My chest tightens slowly with possession. I drag my gaze over her, taking inventory of all the ways I marked her. The bite at her throat has already darkened, blooming into a deep bruise that I know she'll feel every time she swallows today. My fingerprints linger on her hips in soft, unmistakable crescents. Her ass has a faint flush and will surely ache when she sits.

A thought sends a sharp, unwanted pull through me.

She asked for that ache.

She needed it.

I gave it to her without holding anything back.

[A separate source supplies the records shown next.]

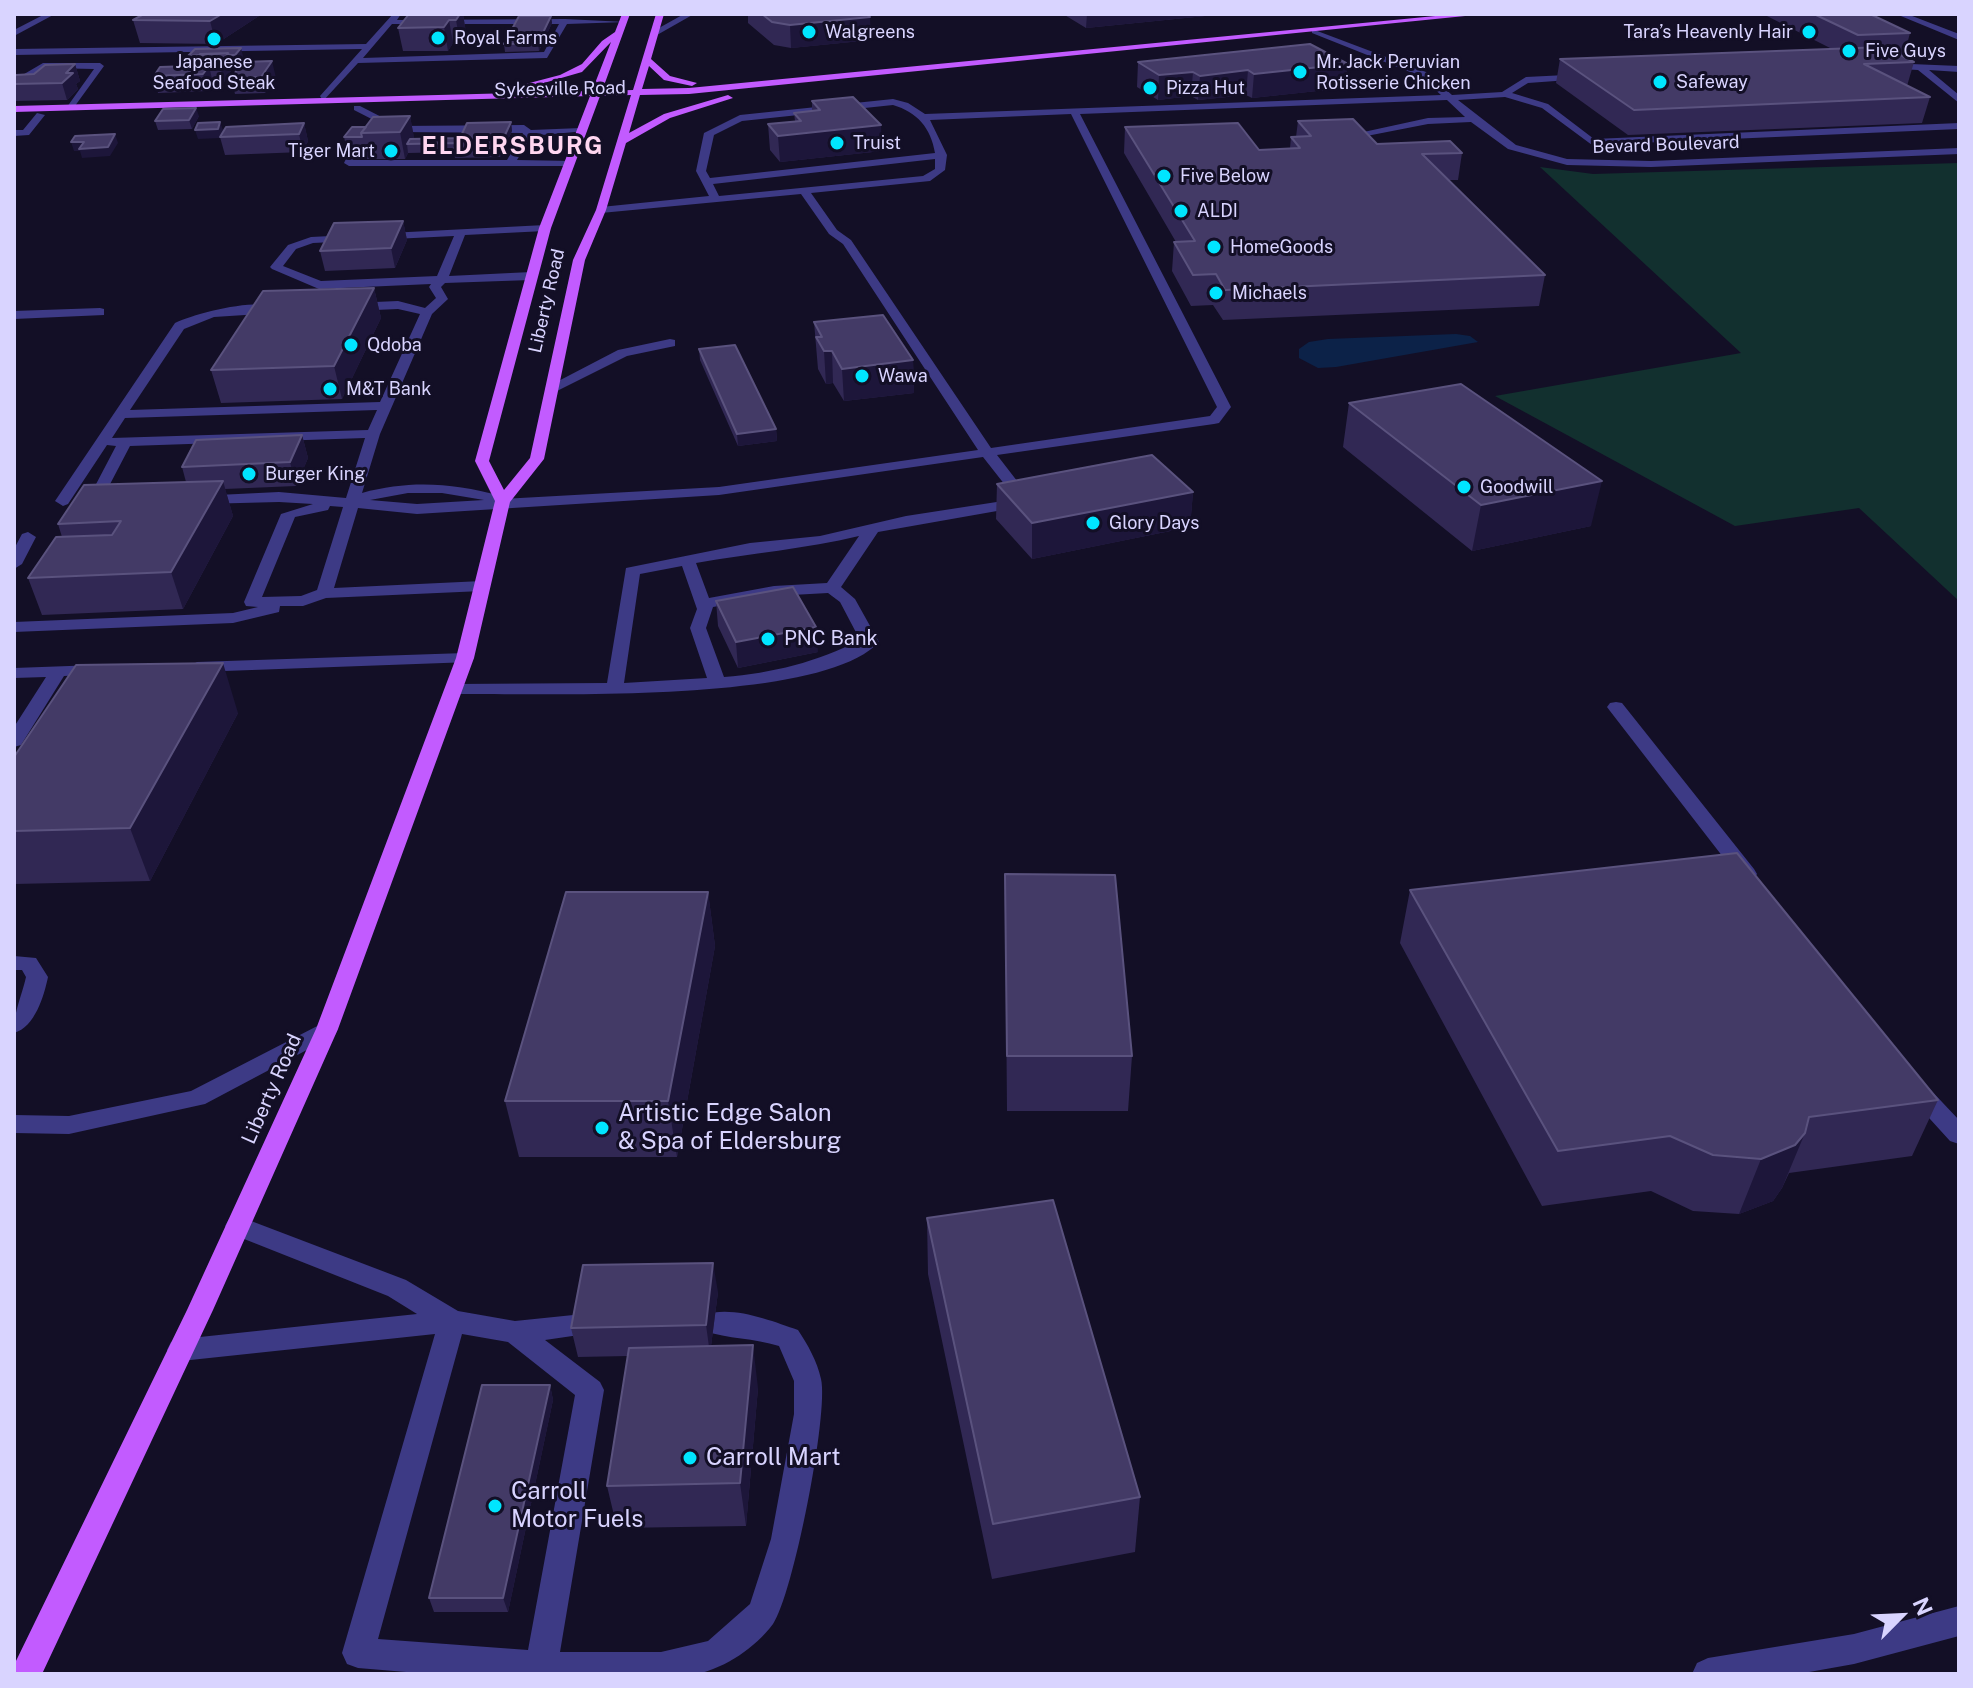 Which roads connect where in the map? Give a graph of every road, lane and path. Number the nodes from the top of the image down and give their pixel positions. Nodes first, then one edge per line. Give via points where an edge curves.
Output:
1 (51, 14) edge
2 (660, 14) edge
3 (690, 14) edge
4 (1481, 14) edge
5 (1900, 14) edge
6 (394, 18) edge
7 (624, 18) edge
8 (501, 20) junction
9 (565, 21) junction
10 (1315, 31) junction
11 (14, 33) edge
12 (493, 33) dead end
13 (654, 33) junction
14 (617, 34) junction
15 (1959, 37) edge
16 (372, 46) junction
17 (486, 46) dead end
18 (14, 52) edge
19 (1104, 53) junction
20 (478, 59) junction
21 (646, 59) junction
22 (359, 61) junction
23 (1881, 66) edge
24 (1921, 68) junction
25 (1959, 69) edge
26 (1600, 76) edge
27 (14, 84) edge
28 (748, 86) junction
29 (636, 92) junction
30 (1505, 94) junction
31 (450, 96) junction
32 (1449, 97) junction
33 (323, 98) junction
34 (728, 98) junction
35 (593, 99) junction
36 (1959, 100) edge
37 (633, 104) junction
38 (72, 107) junction
39 (357, 108) junction
40 (14, 109) edge
41 (1074, 111) junction
42 (40, 115) junction
43 (14, 116) edge
44 (924, 117) junction
45 (1474, 119) junction
46 (1959, 126) edge
47 (447, 128) junction
48 (397, 129) junction
49 (581, 131) junction
50 (14, 133) edge
51 (369, 133) edge
52 (528, 133) junction
53 (1322, 139) edge
54 (439, 140) edge
55 (621, 142) junction
56 (357, 146) edge
57 (942, 149) junction
58 (431, 151) edge
59 (1959, 151) edge
60 (512, 160) junction
61 (423, 162) junction
62 (569, 163) junction
63 (707, 182) junction
64 (804, 191) junction
65 (715, 198) junction
66 (601, 210) junction
67 (545, 228) junction
68 (461, 232) junction
69 (531, 276) junction
70 (442, 279) junction
71 (339, 307) edge
72 (295, 309) edge
73 (100, 312) dead end
74 (427, 312) junction
75 (14, 315) edge
76 (670, 343) dead end
77 (552, 388) junction
78 (385, 406) junction
79 (122, 414) junction
80 (373, 434) junction
81 (103, 442) junction
82 (125, 442) junction
83 (989, 455) junction
84 (184, 499) edge
85 (137, 500) edge
86 (63, 501) dead end
87 (503, 501) junction
88 (349, 502) junction
89 (873, 528) junction
90 (28, 537) dead end
91 (687, 559) junction
92 (14, 564) edge
93 (482, 586) junction
94 (832, 588) junction
95 (324, 593) junction
96 (303, 601) junction
97 (703, 604) junction
98 (14, 627) edge
99 (465, 658) junction
100 (183, 667) edge
101 (121, 669) edge
102 (58, 672) junction
103 (14, 673) edge
104 (718, 685) junction
105 (615, 686) junction
106 (454, 689) junction
107 (1616, 707) dead end
108 (14, 741) edge
109 (1765, 897) edge
110 (14, 963) edge
111 (14, 1025) edge
112 (327, 1029) junction
113 (1903, 1073) edge
114 (14, 1124) edge
115 (1959, 1135) edge
116 (238, 1226) junction
117 (452, 1321) junction
118 (714, 1323) dead end
119 (583, 1325) edge
120 (515, 1332) junction
121 (181, 1350) junction
122 (1959, 1621) edge
123 (541, 1667) junction
124 (661, 1671) edge
125 (26, 1674) edge
126 (1708, 1674) edge

1 - 11 street
2 - 13 main road, Liberty Road
3 - 13 street
4 - 10 main road, Sykesville Road
5 - 15 street
6 - 8 street
6 - 16 street
7 - 9 street
7 - 14 main road, Liberty Road
8 - 9 street
8 - 12 street
9 - 20 street via 547,55
10 - 19 main road, Sykesville Road
10 - 32 street, Bevard Boulevard via 1415,70
13 - 21 main road, Liberty Road
14 - 31 main road via 598,45 588,64 563,76
14 - 35 main road, Liberty Road
16 - 18 street
16 - 22 street
17 - 20 street
19 - 28 main road, Sykesville Road via 1016,57
19 - 34 main road, Sykesville Road
20 - 22 street
21 - 28 main road via 658,73 676,81
21 - 29 main road, Liberty Road
22 - 33 street
23 - 24 street
24 - 25 street
24 - 36 street
26 - 30 street via 1526,80
27 - 38 street via 46,65 100,66
28 - 29 main road, Sykesville Road
29 - 35 main road, Sykesville Road
29 - 37 main road, Liberty Road
30 - 32 street
30 - 46 street via 1545,106 1592,142
31 - 33 main road, Sykesville Road
31 - 35 main road, Sykesville Road
32 - 41 street
32 - 45 street, Bevard Boulevard
33 - 38 main road, Sykesville Road
34 - 37 main road, Sykesville Road
34 - 55 main road via 667,116
35 - 37 main road, Sykesville Road
35 - 39 main road, Sykesville Road
35 - 49 main road, Liberty Road
37 - 55 main road, Liberty Road
38 - 40 main road, Sykesville Road
39 - 42 main road, Sykesville Road
39 - 48 street
41 - 44 street
41 - 83 street via 1224,407 1214,420 1200,425
42 - 43 main road, Sykesville Road
42 - 50 street via 26,133
44 - 57 street
44 - 63 street via 905,104 881,102 740,118 709,133 701,171
45 - 53 street via 1428,121
45 - 59 street, Bevard Boulevard via 1512,147 1548,159 1592,164
47 - 48 street
47 - 52 street via 524,128
47 - 54 street
48 - 51 street
49 - 52 street
49 - 62 main road, Liberty Road
52 - 60 street
55 - 66 main road, Liberty Road
56 - 61 street via 349,163
57 - 63 street
57 - 64 street via 940,170 926,179
58 - 61 street
60 - 61 street
60 - 62 street
62 - 67 main road, Liberty Road
63 - 65 street
64 - 65 street
64 - 83 street via 833,232 847,242
65 - 66 street
66 - 77 main road, Liberty Road via 579,260
67 - 68 street
67 - 69 main road, Liberty Road
68 - 70 street
68 - 70 street via 311,240 292,247 276,267 319,285
69 - 70 street
69 - 87 main road, Liberty Road via 482,461
70 - 74 street via 435,287 442,299
71 - 74 street via 398,305
72 - 79 street via 222,312 179,326
73 - 75 street
74 - 78 street
76 - 77 street via 623,353
77 - 87 main road, Liberty Road via 537,459
78 - 79 street
78 - 80 street
79 - 81 street
80 - 82 street
80 - 88 street
81 - 82 street
81 - 86 street
82 - 85 street via 101,497
83 - 87 street via 719,491
83 - 89 street via 1026,502
84 - 88 street
87 - 88 street via 417,509
87 - 93 main road, Liberty Road
88 - 95 street
88 - 96 street via 289,514 252,602
89 - 91 street via 820,541
89 - 94 street
90 - 92 street
91 - 97 street
91 - 105 street via 632,571
93 - 95 street
93 - 99 main road, Liberty Road
94 - 97 street via 774,591
94 - 104 street via 847,599 870,642 828,663
95 - 96 street
96 - 98 street via 233,618
97 - 104 street via 698,628
99 - 100 street
99 - 106 main road, Liberty Road
101 - 102 street
102 - 103 street
102 - 108 street
104 - 105 street
105 - 106 street
106 - 112 main road, Liberty Road
107 - 109 street
110 - 111 street via 28,963 37,977 32,999
112 - 114 street via 197,1098 69,1125
112 - 116 main road, Liberty Road
113 - 115 street
116 - 117 street via 397,1288
116 - 121 main road, Liberty Road
117 - 120 street
117 - 121 street
117 - 123 street via 358,1653
118 - 124 street via 788,1338 808,1381 808,1414 786,1539 762,1613 716,1654
119 - 120 street
120 - 123 street via 590,1390
121 - 125 main road, Liberty Road
122 - 126 street via 1854,1649
123 - 124 street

I reach out and trace one finger lightly along her hip, barely touching, and she shifts, pressing closer like her body already knows who it belongs to. Her hand slides over my chest, her palm warm and trusting in a way that settles and unsettles me at the same time.

I love her.

Love isn't something I give lightly. So the word sits heavy in my mind now that the heat of the moment is gone. It's leverage and exposure. It's the one thing that can be used against you if you let it. Yet there's no way I can give her up. And there's no regret in the thought, but there is weight.

Things shifted last night that won't unshift just because the sun came up.

Am I a Dom now?

I stare at her marks, trying to grasp how I've gotten in this spot. In my practice, I've worked with several submissives, and twice with a dominant. I'm aware of the BDSM community, but I never saw an attraction to it.

She needed me to do it.

I enjoyed it.

I run my finger over the bite mark on her collarbone. Another surge of my ego rises, and my cock aches.

The harsh ring of my cell cuts through the room, too sharp and loud in the stillness.

Blue makes a small sound of protest, her body tensing before relaxingagain. I carefully reach for the phone, click the button to send the call to voicemail, and glance at the screen.

The hairs on my arms rise.

Mikhail.

What does he want?

I wait for a voicemail, but nothing comes.

Blue stirs, and her lashes flutter as she drags herself up from sleep. Her eyes find mine almost immediately, soft and unfocused, and she gives me a lazy smile that makes my chest tighten in a way I don't have a name for yet.

"Morning," she rasps.

"Morning, Bluebird," I reply, brushing my thumb over her cheek.